• _INSTRUCTIONS TO FOLLOW_
The answer must consist of every line below that holds the word "dead".

*** Opening DATA EXTRACTS ***

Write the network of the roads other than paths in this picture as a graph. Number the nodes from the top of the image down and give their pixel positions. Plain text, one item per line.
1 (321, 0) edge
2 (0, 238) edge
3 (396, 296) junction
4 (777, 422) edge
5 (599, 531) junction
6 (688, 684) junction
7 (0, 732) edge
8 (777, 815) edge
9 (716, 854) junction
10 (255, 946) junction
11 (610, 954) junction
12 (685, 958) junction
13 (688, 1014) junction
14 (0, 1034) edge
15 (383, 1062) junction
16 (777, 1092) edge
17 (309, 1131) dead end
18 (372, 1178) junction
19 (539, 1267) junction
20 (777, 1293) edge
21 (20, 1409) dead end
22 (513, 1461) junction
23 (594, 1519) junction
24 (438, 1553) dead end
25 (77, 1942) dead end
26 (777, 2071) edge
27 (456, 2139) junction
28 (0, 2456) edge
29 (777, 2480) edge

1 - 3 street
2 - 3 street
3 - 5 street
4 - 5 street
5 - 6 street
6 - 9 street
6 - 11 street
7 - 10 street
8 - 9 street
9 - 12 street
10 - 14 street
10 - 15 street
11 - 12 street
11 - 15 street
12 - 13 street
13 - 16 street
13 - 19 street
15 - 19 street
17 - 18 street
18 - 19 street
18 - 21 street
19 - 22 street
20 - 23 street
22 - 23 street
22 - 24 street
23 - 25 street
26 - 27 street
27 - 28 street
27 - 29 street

*** Closing DATA EXTRACTS ***

• _WRITTEN REPLY_
17 (309, 1131) dead end
21 (20, 1409) dead end
24 (438, 1553) dead end
25 (77, 1942) dead end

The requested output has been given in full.